Spells

spell

1. To tell; to relate; to teach. Might I that legend find, By fairies spelt in mystic rhymes. (T. Warton)

2. To put under the influence of a spell; to affect by a spell; to bewitch; to fascinate; to charm. Spelled with words of power. He was much spelled with Eleanor talbot. (Sir G. Buck)

3. To constitute; to measure. The saxon heptarchy, when seven kings put together did spell but one in effect. (Fuller)

4. To tell or name in their proper order letters of, as a word; to write or print in order the letters of, especially. The proper letters; to form, as words, by correct orthography. The word satire ought to be spelled with i, and not with y. (Dryden)

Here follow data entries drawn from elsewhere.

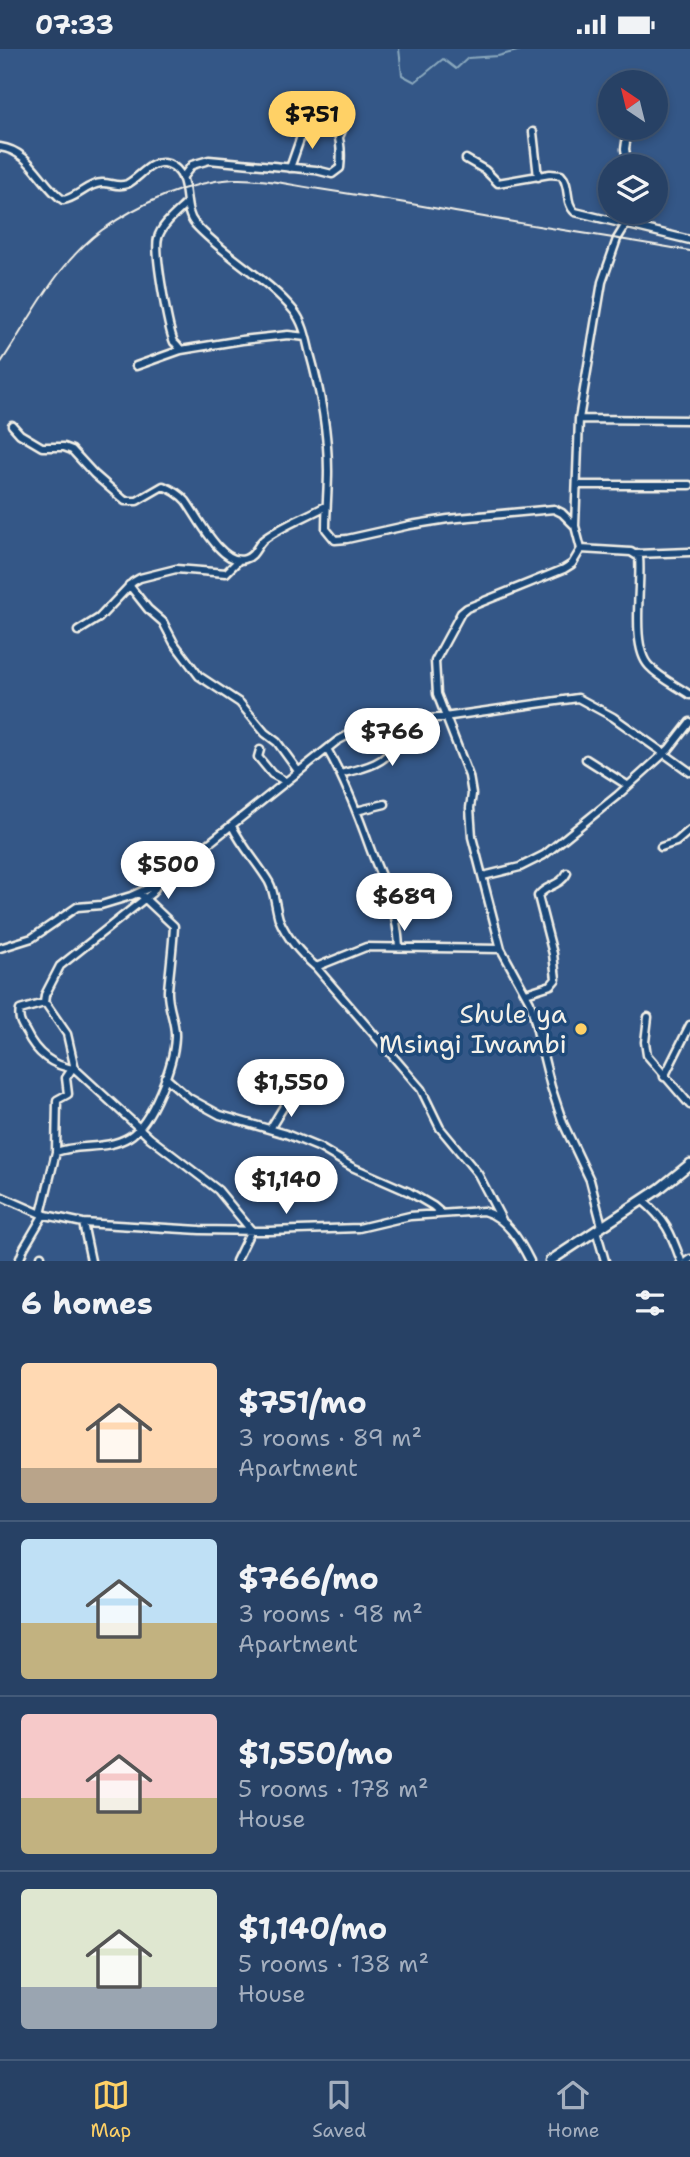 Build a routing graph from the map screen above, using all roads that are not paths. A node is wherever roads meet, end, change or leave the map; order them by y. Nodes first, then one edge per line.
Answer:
1 (306, 125) dead end
2 (533, 132) dead end
3 (340, 135) dead end
4 (0, 147) edge
5 (466, 159) dead end
6 (290, 168) junction
7 (538, 177) junction
8 (182, 178) junction
9 (186, 204) junction
10 (625, 226) junction
11 (690, 240) edge
12 (306, 337) junction
13 (181, 350) junction
14 (136, 366) dead end
15 (579, 419) junction
16 (690, 420) edge
17 (12, 425) dead end
18 (578, 485) junction
19 (690, 485) edge
20 (326, 506) junction
21 (575, 526) junction
22 (581, 549) junction
23 (690, 552) edge
24 (636, 554) junction
25 (238, 561) junction
26 (129, 585) junction
27 (78, 631) dead end
28 (690, 695) edge
29 (446, 716) junction
30 (390, 722) junction
31 (690, 722) edge
32 (327, 749) junction
33 (260, 750) dead end
34 (664, 754) junction
35 (586, 759) dead end
36 (298, 771) junction
37 (690, 772) edge
38 (340, 774) junction
39 (285, 781) junction
40 (627, 785) junction
41 (385, 804) dead end
42 (356, 811) junction
43 (232, 826) junction
44 (690, 830) edge
45 (661, 847) dead end
46 (567, 873) dead end
47 (483, 876) junction
48 (141, 896) junction
49 (399, 946) junction
50 (0, 948) edge
51 (501, 949) junction
52 (316, 967) junction
53 (526, 993) junction
54 (44, 1003) junction
55 (648, 1017) dead end
56 (690, 1025) edge
57 (74, 1069) junction
58 (165, 1077) junction
59 (664, 1077) junction
60 (290, 1096) dead end
61 (690, 1105) edge
62 (140, 1128) junction
63 (270, 1129) junction
64 (56, 1152) junction
65 (690, 1164) edge
66 (0, 1196) edge
67 (642, 1200) junction
68 (440, 1212) junction
69 (43, 1214) junction
70 (503, 1222) junction
71 (83, 1223) junction
72 (599, 1228) junction
73 (251, 1230) junction
74 (19, 1261) edge
75 (90, 1261) edge
76 (236, 1261) edge
77 (530, 1261) edge
78 (550, 1261) edge
79 (605, 1261) edge
80 (681, 1261) edge

1 - 6 street
2 - 7 street
3 - 6 street
4 - 8 street
5 - 7 street
6 - 8 street
7 - 10 street
8 - 9 street
9 - 12 street
9 - 13 street
10 - 11 street
10 - 15 street
12 - 13 street
12 - 20 street
13 - 14 street
15 - 16 street
15 - 18 street
17 - 25 street
18 - 19 street
18 - 21 street
20 - 21 street
20 - 25 street
21 - 22 street
22 - 24 street
22 - 29 street
23 - 24 street
24 - 28 street
25 - 26 street
26 - 27 street
26 - 36 street
29 - 30 street
29 - 34 street
29 - 47 street
30 - 32 street
30 - 38 street
31 - 34 street
32 - 36 street
32 - 38 street
33 - 39 street
34 - 37 street
34 - 40 street
35 - 40 street
36 - 39 street
38 - 42 street
39 - 43 street
40 - 47 street
41 - 42 street
42 - 49 street
43 - 48 street
43 - 52 street
44 - 45 street
46 - 53 street
47 - 51 street
48 - 50 street
48 - 54 street
48 - 58 street
49 - 51 street
49 - 52 street
51 - 53 street
52 - 70 street
53 - 72 street
54 - 57 street
54 - 57 street
55 - 59 street
56 - 59 street
57 - 62 street
57 - 64 street
58 - 62 street
58 - 63 street
59 - 61 street
60 - 63 street
62 - 64 street
62 - 73 street
63 - 68 street
64 - 69 street
65 - 67 street
66 - 69 street
67 - 72 street
67 - 80 street
68 - 70 street
68 - 73 street
69 - 71 street
69 - 74 street
70 - 77 street
71 - 73 street
71 - 75 street
72 - 78 street
72 - 79 street
73 - 76 street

5. To discover by characters or marks; to read with difficulty; usually with out; as, to spell out the sense of an author; to spell out a verse in the bible. To spell out a god in the works of creation. (south) To sit spelling and observing divine justice upon every accident. (milton)

Origin: OE. Spellen, spellien, tell, relate, AS. Spellian, fr. Spell a saying, tale; akin to MHG. Spellen to relate, Goth. Spilln.e Spell a tale. In sense 4 and those following, OE. Spellen, perhaps originally a different word, and from or influenced by spell a splinter, from the use of a piece of wood to point to the letters in schools: cf. D. Spellen to spell. Cf. Spell splinter.